Stored items:
+-------+

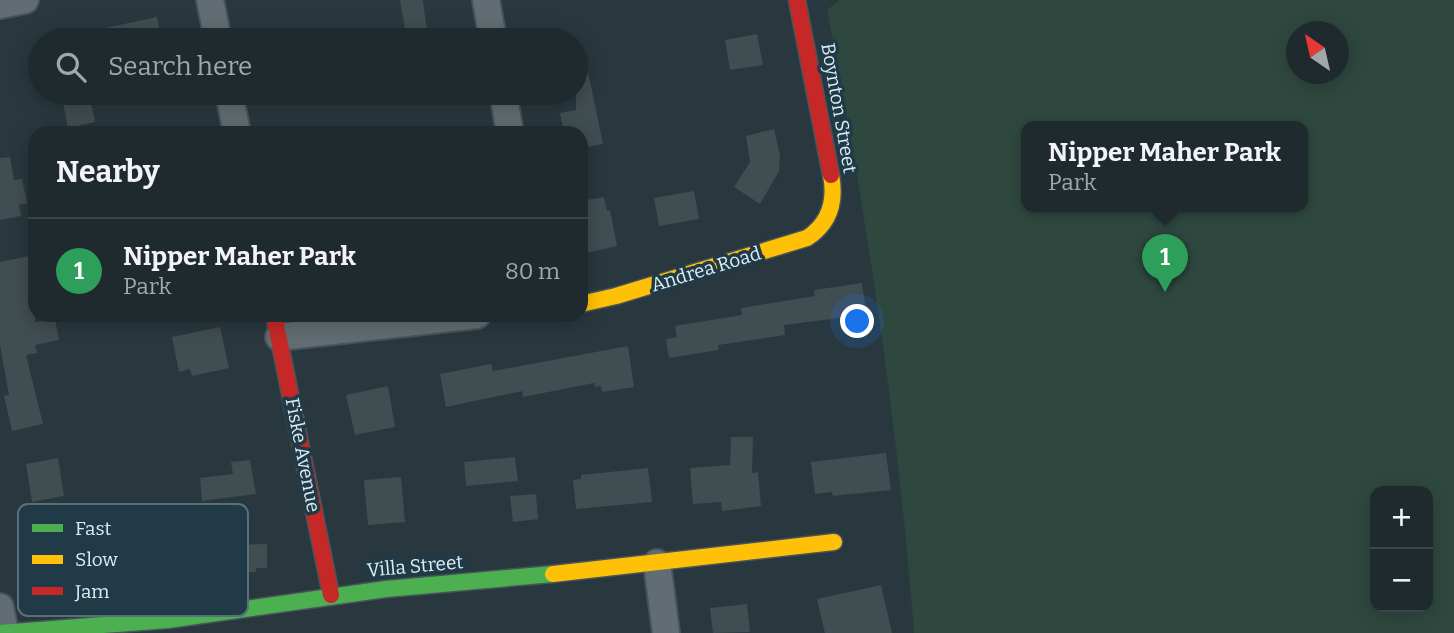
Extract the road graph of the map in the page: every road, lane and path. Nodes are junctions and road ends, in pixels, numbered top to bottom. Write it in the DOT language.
graph roads {
  1 [pos="26,0"];
  2 [pos="210,0"];
  3 [pos="486,0"];
  4 [pos="797,0"];
  5 [pos="0,5"];
  6 [pos="216,28"];
  7 [pos="491,28"];
  8 [pos="231,105"];
  9 [pos="505,105"];
  10 [pos="236,126"];
  11 [pos="509,126"];
  12 [pos="826,223"];
  13 [pos="588,302"];
  14 [pos="349,322"];
  15 [pos="276,326"];
  16 [pos="834,542"];
  17 [pos="657,563"];
  18 [pos="331,595"];
  19 [pos="0,607"];
  20 [pos="248,608"];
  21 [pos="194,616"];
  22 [pos="3,633"];
  23 [pos="666,633"];
  1 -- 5 [label="street"];
  2 -- 6 [label="street"];
  3 -- 7 [label="street"];
  4 -- 12 [label="street, Boynton Street"];
  8 -- 10 [label="street"];
  9 -- 11 [label="street"];
  12 -- 13 [label="street, Andrea Road"];
  14 -- 15 [label="street"];
  15 -- 18 [label="street, Fiske Avenue"];
  16 -- 17 [label="street, Villa Street"];
  17 -- 18 [label="street, Villa Street"];
  17 -- 23 [label="street"];
  18 -- 20 [label="street, Villa Street"];
  19 -- 22 [label="street"];
  21 -- 22 [label="street, Villa Street"];
}
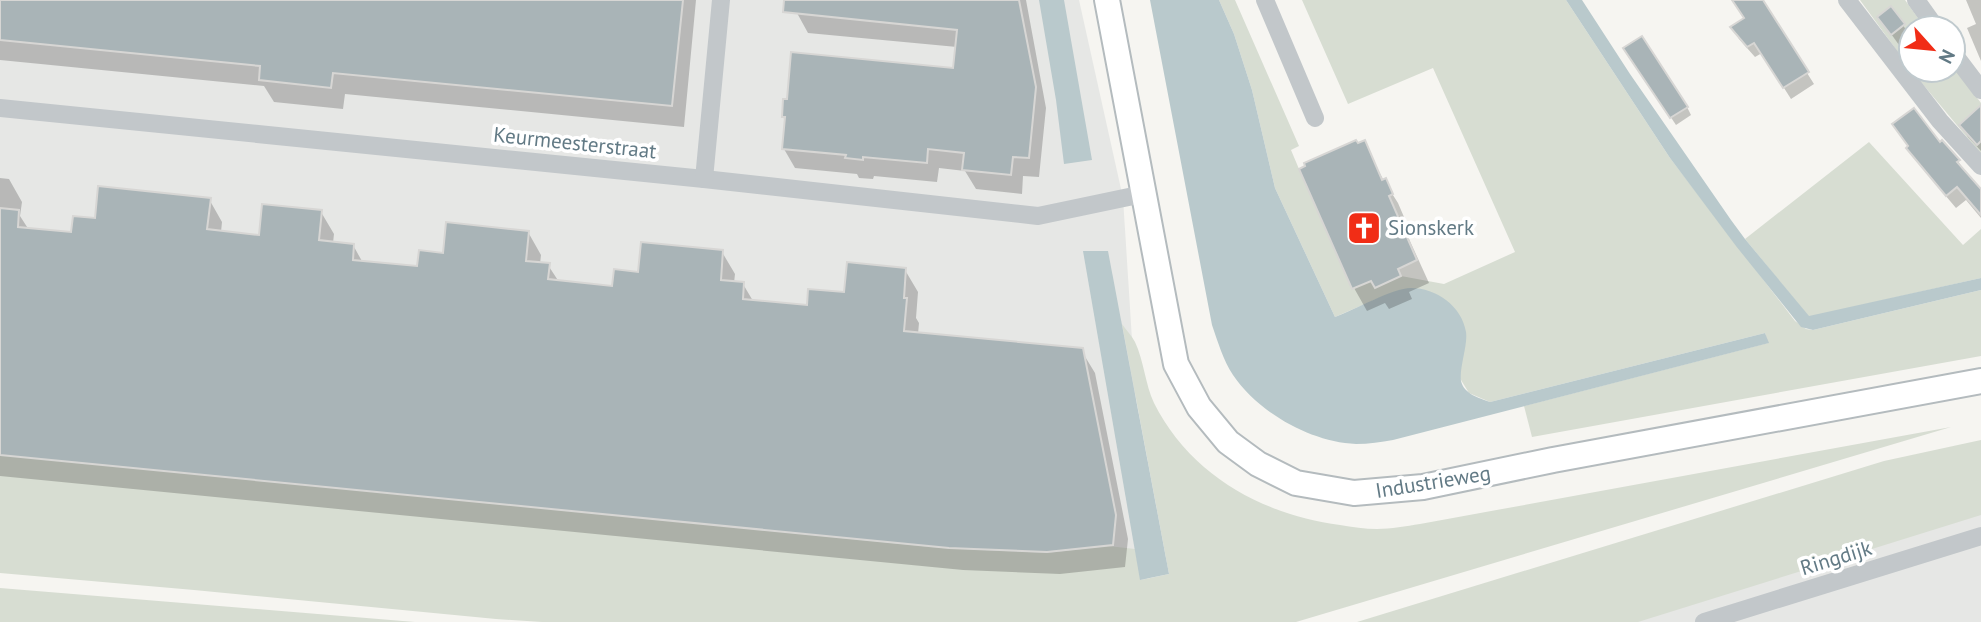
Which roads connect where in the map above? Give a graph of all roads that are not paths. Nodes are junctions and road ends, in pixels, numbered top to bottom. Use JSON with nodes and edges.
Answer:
{"nodes":[{"id":1,"x":721,"y":0,"type":"edge"},
{"id":2,"x":1107,"y":0,"type":"edge"},
{"id":3,"x":1265,"y":0,"type":"edge"},
{"id":4,"x":1847,"y":0,"type":"edge"},
{"id":5,"x":0,"y":108,"type":"edge"},
{"id":6,"x":1315,"y":118,"type":"dead end"},
{"id":7,"x":1981,"y":166,"type":"edge"},
{"id":8,"x":704,"y":179,"type":"junction"},
{"id":9,"x":1143,"y":194,"type":"junction"},
{"id":10,"x":1981,"y":381,"type":"edge"},
{"id":11,"x":1981,"y":536,"type":"edge"},
{"id":12,"x":1704,"y":622,"type":"edge"}],
"edges":[{"from":1,"to":8,"type":"street"},
{"from":2,"to":9,"type":"street","name":"Industrieweg"},
{"from":3,"to":6,"type":"street"},
{"from":4,"to":7,"type":"street"},
{"from":5,"to":8,"type":"street","name":"Keurmeesterstraat"},
{"from":8,"to":9,"type":"street","name":"Keurmeesterstraat"},
{"from":9,"to":10,"type":"street","name":"Industrieweg"},
{"from":11,"to":12,"type":"street","name":"Ringdijk"}]}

+-------+

**EXERCISE DESCRIPTION**
Exactly as given, transcribe every line of the data, but not its images.

**RESULT FOR THIS EXERCISE**
Extract the road graph of the map in the page: every road, lane and path. Nodes are junctions and road ends, in pixels, numbered top to bottom. Write it in the DOT language.
graph roads {
  1 [pos="26,0"];
  2 [pos="210,0"];
  3 [pos="486,0"];
  4 [pos="797,0"];
  5 [pos="0,5"];
  6 [pos="216,28"];
  7 [pos="491,28"];
  8 [pos="231,105"];
  9 [pos="505,105"];
  10 [pos="236,126"];
  11 [pos="509,126"];
  12 [pos="826,223"];
  13 [pos="588,302"];
  14 [pos="349,322"];
  15 [pos="276,326"];
  16 [pos="834,542"];
  17 [pos="657,563"];
  18 [pos="331,595"];
  19 [pos="0,607"];
  20 [pos="248,608"];
  21 [pos="194,616"];
  22 [pos="3,633"];
  23 [pos="666,633"];
  1 -- 5 [label="street"];
  2 -- 6 [label="street"];
  3 -- 7 [label="street"];
  4 -- 12 [label="street, Boynton Street"];
  8 -- 10 [label="street"];
  9 -- 11 [label="street"];
  12 -- 13 [label="street, Andrea Road"];
  14 -- 15 [label="street"];
  15 -- 18 [label="street, Fiske Avenue"];
  16 -- 17 [label="street, Villa Street"];
  17 -- 18 [label="street, Villa Street"];
  17 -- 23 [label="street"];
  18 -- 20 [label="street, Villa Street"];
  19 -- 22 [label="street"];
  21 -- 22 [label="street, Villa Street"];
}
Which roads connect where in the map above? Give a graph of all roads that are not paths. Nodes are junctions and road ends, in pixels, numbered top to bottom. Use JSON with nodes and edges.
Answer:
{"nodes":[{"id":1,"x":721,"y":0,"type":"edge"},
{"id":2,"x":1107,"y":0,"type":"edge"},
{"id":3,"x":1265,"y":0,"type":"edge"},
{"id":4,"x":1847,"y":0,"type":"edge"},
{"id":5,"x":0,"y":108,"type":"edge"},
{"id":6,"x":1315,"y":118,"type":"dead end"},
{"id":7,"x":1981,"y":166,"type":"edge"},
{"id":8,"x":704,"y":179,"type":"junction"},
{"id":9,"x":1143,"y":194,"type":"junction"},
{"id":10,"x":1981,"y":381,"type":"edge"},
{"id":11,"x":1981,"y":536,"type":"edge"},
{"id":12,"x":1704,"y":622,"type":"edge"}],
"edges":[{"from":1,"to":8,"type":"street"},
{"from":2,"to":9,"type":"street","name":"Industrieweg"},
{"from":3,"to":6,"type":"street"},
{"from":4,"to":7,"type":"street"},
{"from":5,"to":8,"type":"street","name":"Keurmeesterstraat"},
{"from":8,"to":9,"type":"street","name":"Keurmeesterstraat"},
{"from":9,"to":10,"type":"street","name":"Industrieweg"},
{"from":11,"to":12,"type":"street","name":"Ringdijk"}]}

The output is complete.